Features

Court backs Forest Service decision to ban drilling

The Associated Press
Wednesday May 09, 2001

SAN FRANCISCO — A federal appeals court has upheld the U.S. Forest Service decision to bar natural gas exploration on the Rocky Mountain Front in Montana. 

A three-judge panel of the 9th U.S. Circuit Court of Appeals agreed in a decision issued Monday that the International Petroleum Association of America lacked standing to sue the Forest Service for access to the 1.8 million acres on the Front, the area where the Rocky Mountains meet the plains south of Glacier National Park. 

“IPAA has no ’right’ to bid for leases on any Forest Service land or to compel the Forest Service to authorize leasing of its land for mineral exploration,” said the opinion by Judges Stephen Trott, David Thompson and Richard Paez. “Lacking such a right, the IPAA suffered no injury in fact as a result of the Forest Service’s decision.” 

Calls to the IPAA Monday night were not immediately returned. 

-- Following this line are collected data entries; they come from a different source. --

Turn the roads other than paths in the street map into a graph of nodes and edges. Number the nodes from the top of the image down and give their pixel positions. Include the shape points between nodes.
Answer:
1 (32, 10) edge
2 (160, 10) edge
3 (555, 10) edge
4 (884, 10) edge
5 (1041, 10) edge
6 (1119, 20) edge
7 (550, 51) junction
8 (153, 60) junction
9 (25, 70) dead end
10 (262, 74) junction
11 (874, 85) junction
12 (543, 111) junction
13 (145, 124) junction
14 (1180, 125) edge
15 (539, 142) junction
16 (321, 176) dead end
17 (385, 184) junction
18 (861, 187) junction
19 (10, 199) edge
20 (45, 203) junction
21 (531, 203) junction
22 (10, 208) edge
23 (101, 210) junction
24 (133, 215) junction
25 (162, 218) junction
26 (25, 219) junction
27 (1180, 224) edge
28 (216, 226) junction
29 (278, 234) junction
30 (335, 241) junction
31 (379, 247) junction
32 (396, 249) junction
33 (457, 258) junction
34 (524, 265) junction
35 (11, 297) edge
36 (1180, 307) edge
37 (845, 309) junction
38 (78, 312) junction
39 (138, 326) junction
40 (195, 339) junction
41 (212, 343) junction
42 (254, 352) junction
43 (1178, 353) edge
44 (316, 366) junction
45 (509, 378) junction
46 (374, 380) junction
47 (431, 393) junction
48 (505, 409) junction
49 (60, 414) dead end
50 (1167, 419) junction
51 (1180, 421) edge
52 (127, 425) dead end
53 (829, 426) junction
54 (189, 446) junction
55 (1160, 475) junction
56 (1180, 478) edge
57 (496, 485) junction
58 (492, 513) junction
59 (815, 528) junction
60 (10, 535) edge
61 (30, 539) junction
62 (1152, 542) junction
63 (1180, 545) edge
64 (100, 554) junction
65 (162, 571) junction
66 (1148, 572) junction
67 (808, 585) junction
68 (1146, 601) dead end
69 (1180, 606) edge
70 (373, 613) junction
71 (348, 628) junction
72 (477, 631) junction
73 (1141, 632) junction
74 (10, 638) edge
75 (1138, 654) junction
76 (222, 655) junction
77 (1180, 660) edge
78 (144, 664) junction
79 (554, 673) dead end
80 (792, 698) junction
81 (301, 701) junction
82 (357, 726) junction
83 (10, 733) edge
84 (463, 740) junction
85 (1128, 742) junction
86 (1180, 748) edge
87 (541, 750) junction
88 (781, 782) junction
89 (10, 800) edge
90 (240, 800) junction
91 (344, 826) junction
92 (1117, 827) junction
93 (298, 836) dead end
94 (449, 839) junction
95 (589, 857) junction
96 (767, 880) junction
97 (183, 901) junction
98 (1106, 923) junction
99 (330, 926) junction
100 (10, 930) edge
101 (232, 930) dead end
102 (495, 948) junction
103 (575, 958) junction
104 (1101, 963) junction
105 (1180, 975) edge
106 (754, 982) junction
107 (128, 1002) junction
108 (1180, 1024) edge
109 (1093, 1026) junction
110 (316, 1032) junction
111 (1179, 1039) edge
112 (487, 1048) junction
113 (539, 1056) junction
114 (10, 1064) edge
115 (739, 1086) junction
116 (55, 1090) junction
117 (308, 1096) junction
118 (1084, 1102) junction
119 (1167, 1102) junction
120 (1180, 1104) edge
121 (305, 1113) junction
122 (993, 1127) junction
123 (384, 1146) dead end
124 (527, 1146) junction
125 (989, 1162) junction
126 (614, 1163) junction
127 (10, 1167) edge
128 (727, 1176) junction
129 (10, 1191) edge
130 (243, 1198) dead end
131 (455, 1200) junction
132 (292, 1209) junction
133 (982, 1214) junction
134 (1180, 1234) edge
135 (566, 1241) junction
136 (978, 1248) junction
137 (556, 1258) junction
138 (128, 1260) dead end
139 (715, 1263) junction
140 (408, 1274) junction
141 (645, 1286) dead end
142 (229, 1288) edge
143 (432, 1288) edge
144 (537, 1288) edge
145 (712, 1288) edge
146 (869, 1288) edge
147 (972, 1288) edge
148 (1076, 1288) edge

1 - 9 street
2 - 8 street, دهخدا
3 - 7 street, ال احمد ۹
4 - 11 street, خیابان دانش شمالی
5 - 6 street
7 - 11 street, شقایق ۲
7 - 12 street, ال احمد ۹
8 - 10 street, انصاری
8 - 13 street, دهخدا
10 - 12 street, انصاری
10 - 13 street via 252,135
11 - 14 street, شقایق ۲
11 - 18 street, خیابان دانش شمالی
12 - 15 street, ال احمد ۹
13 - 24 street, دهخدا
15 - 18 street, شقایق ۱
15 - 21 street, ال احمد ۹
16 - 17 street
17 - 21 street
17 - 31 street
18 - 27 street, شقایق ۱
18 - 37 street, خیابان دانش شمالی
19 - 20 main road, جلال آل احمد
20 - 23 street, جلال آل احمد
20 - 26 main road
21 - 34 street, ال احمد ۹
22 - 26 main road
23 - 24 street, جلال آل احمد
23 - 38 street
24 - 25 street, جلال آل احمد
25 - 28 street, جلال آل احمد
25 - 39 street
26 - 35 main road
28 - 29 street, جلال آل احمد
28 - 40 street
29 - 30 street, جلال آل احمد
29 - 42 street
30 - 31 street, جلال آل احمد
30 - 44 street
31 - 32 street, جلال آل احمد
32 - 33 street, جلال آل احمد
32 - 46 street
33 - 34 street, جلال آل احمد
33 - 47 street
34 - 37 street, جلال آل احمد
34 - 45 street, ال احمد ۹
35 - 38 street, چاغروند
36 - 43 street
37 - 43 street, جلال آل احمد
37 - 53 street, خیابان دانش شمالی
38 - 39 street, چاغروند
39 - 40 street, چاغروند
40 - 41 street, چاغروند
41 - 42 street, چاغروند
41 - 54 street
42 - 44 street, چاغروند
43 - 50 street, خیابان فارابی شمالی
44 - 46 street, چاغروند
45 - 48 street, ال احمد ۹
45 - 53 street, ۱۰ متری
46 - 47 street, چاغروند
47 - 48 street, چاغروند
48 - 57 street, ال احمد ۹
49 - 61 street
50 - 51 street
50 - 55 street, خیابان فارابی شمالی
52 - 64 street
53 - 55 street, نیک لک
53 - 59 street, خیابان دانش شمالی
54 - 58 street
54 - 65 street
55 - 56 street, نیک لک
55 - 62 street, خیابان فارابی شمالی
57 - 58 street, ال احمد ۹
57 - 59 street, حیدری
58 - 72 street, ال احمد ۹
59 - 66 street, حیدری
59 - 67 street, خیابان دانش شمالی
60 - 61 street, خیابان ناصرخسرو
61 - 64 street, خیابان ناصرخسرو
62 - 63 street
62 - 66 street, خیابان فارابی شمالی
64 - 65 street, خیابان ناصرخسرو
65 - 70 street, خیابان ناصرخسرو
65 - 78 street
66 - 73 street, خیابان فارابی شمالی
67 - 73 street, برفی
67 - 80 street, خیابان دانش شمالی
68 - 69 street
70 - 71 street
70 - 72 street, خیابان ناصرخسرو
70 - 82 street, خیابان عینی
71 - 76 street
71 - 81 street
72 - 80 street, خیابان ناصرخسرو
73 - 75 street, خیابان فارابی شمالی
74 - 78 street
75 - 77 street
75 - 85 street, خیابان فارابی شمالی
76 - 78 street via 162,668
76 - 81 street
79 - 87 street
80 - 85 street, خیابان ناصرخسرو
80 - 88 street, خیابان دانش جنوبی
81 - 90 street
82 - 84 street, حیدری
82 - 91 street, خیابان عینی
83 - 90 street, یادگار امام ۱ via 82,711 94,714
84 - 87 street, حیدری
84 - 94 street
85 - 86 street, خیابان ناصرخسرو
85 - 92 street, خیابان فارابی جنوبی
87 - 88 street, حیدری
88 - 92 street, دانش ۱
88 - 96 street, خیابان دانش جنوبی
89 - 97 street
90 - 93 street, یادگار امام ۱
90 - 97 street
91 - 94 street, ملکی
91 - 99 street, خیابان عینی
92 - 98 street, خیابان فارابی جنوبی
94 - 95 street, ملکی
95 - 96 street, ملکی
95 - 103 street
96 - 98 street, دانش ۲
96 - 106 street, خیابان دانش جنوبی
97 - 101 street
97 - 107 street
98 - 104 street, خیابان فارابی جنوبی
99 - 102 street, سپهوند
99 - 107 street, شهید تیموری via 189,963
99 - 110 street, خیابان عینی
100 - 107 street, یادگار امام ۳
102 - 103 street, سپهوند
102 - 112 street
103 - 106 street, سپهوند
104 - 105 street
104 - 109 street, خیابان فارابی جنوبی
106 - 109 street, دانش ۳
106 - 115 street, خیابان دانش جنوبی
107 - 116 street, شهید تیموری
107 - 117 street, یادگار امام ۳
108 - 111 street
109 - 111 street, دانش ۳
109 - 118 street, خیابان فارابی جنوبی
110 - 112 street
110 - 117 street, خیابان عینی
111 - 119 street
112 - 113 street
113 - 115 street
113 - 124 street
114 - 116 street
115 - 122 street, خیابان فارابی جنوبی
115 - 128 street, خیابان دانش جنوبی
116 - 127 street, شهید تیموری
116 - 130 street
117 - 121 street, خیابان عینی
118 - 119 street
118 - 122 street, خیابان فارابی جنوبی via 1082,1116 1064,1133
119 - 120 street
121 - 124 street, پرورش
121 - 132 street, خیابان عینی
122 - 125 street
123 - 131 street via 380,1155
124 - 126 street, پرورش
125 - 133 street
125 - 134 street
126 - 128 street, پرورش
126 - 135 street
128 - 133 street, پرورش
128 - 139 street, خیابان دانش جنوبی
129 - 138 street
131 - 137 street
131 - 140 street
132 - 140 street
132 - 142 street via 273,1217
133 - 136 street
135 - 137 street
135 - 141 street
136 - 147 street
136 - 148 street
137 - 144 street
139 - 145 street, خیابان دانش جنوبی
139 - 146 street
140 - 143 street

Jim Angell, an attorney with the San Francisco-based environmental law group Earthjustice, represented wilderness and backcountry groups defending the forest service’s decision. 

Former Lewis and Clark National Forest Supervisor Gloria Flora decided in 1997 to ban particular lands on the Front from oil and gas development for 10 to 15 years after public protest from nearby residents, American Indian tribes, the Sierra Club and Montana recreation companies. 

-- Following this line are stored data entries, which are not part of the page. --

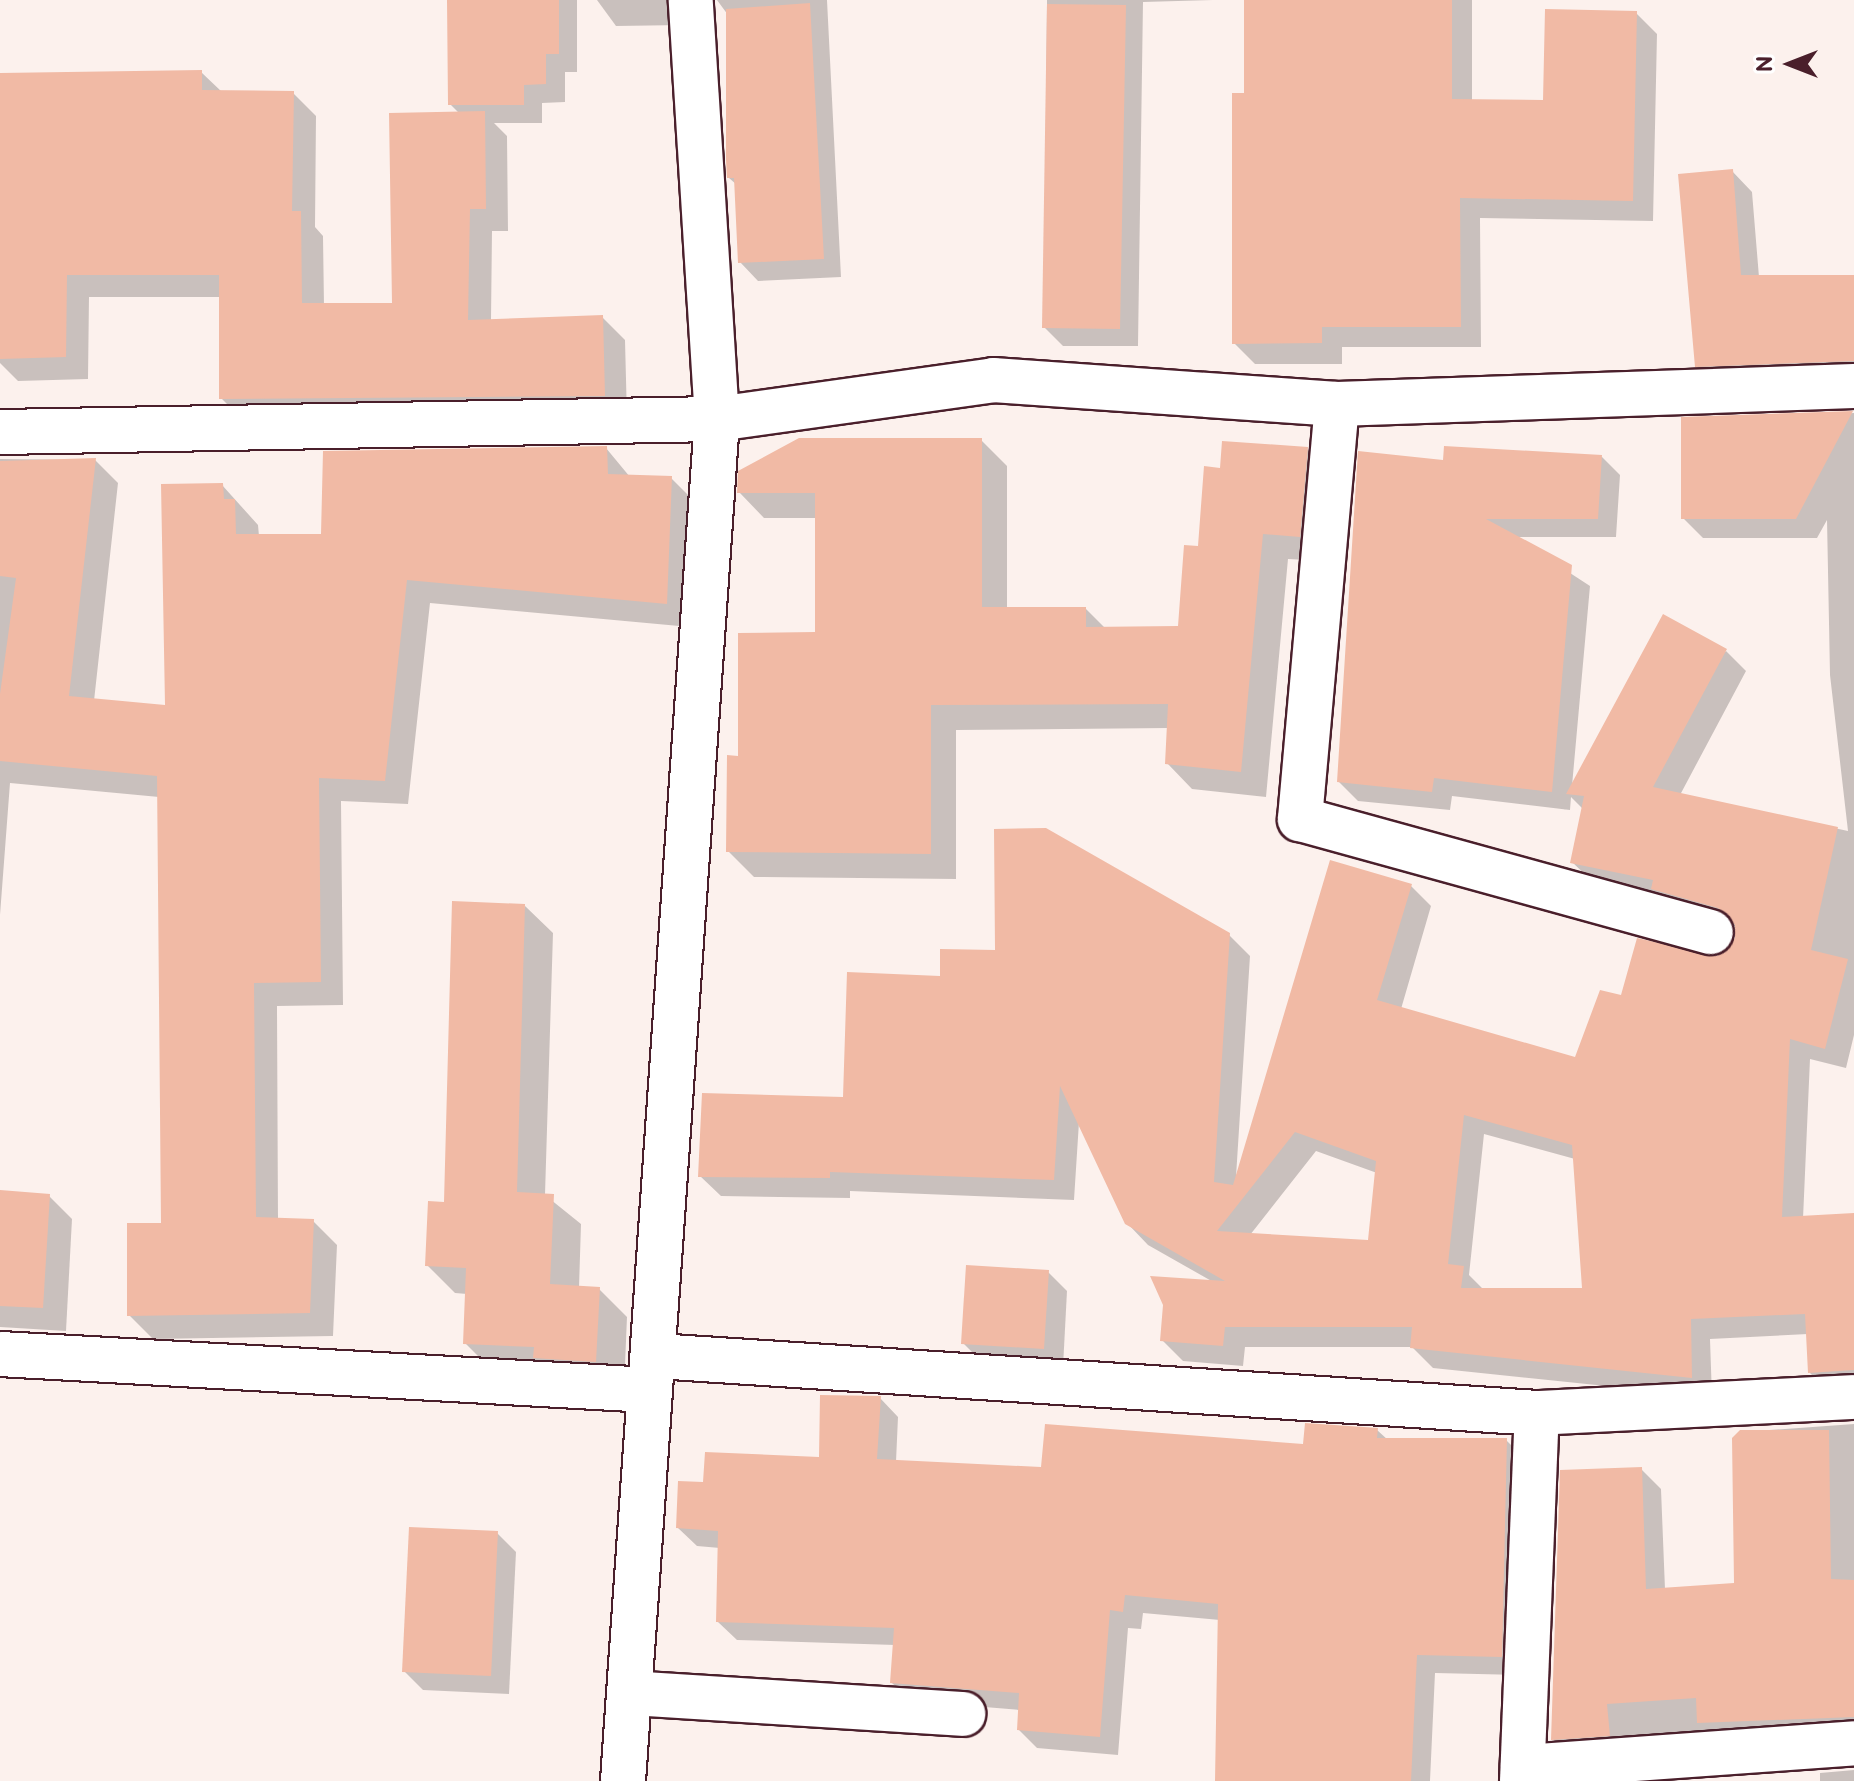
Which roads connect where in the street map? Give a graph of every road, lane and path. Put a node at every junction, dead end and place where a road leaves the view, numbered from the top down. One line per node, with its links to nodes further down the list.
1 (691, 0): 4 (street)
2 (1854, 386): 3 (street)
3 (1337, 404): 4 (street); 6 (street)
4 (717, 419): 5 (street); 8 (street)
5 (0, 432)
6 (1711, 932)
7 (0, 1354): 8 (street)
8 (653, 1373): 10 (street); 11 (street)
9 (1854, 1397): 10 (street)
10 (1537, 1413): 14 (street)
11 (630, 1693): 12 (street); 15 (street)
12 (963, 1714)
13 (1854, 1743): 14 (street)
14 (1522, 1774)
15 (623, 1781)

That led to a lawsuit from the Rocky Mountain Oil & Gas Association and the Washington D.C.-based IPAA, which argued that the Forest Service decision broke several land management laws. Members of Flora’s former staff had estimated that as much as 2.5 trillion cubic feet of natural gas may lie beneath the Front. 

Jim Angell, an attorney with the San Francisco-based environmental law group Earthjustice, represented wilderness and backcountry groups defending the forest service’s decision. 

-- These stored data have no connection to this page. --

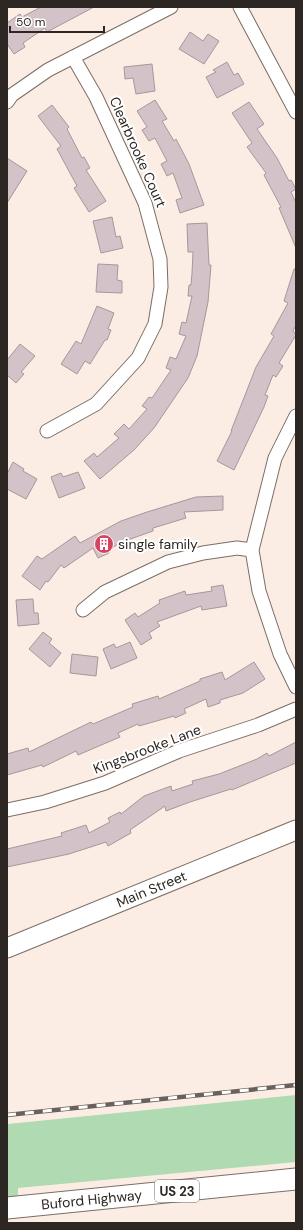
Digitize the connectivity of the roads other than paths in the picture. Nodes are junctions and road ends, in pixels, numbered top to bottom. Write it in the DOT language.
graph roads {
  1 [pos="171,7"];
  2 [pos="240,7"];
  3 [pos="73,57"];
  4 [pos="7,102"];
  5 [pos="296,112"];
  6 [pos="295,424"];
  7 [pos="47,431"];
  8 [pos="252,550"];
  9 [pos="83,610"];
  10 [pos="296,687"];
  11 [pos="296,709"];
  12 [pos="7,810"];
  13 [pos="296,830"];
  14 [pos="7,948"];
  15 [pos="296,1179"];
  16 [pos="7,1208"];
  1 -- 3 [label="street"];
  2 -- 5 [label="street"];
  3 -- 4 [label="street"];
  3 -- 7 [label="street, Clearbrooke Court"];
  6 -- 8 [label="street"];
  8 -- 9 [label="street"];
  8 -- 10 [label="street"];
  11 -- 12 [label="street, Kingsbrooke Lane"];
  13 -- 14 [label="street, Main Street"];
  15 -- 16 [label="main road, Buford Highway / US 23"];
}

“It’s really some of the most pristine wildlands we’ve got in the lower 48,” Angell said. The land is habitat for grizzly bears and wolves. 

“It’s interesting because this is one of the areas the (Bush) administration has been talking about opening up to exploitation,” Angell said. 

If the Forest Service changed its mind, there’s nothing in the decision that prevents future development, Angell said. A group called Resources Management Association of Denver has also proposed drilling a well on a lease in the forest that was in place before the 1997 ban took effect. 

Skyrocketing power prices and efforts to expand the nation’s fuel reserves have renewed efforts to explore for new deposits of natural gas and oil and build new oil refineries and natural gas pipelines.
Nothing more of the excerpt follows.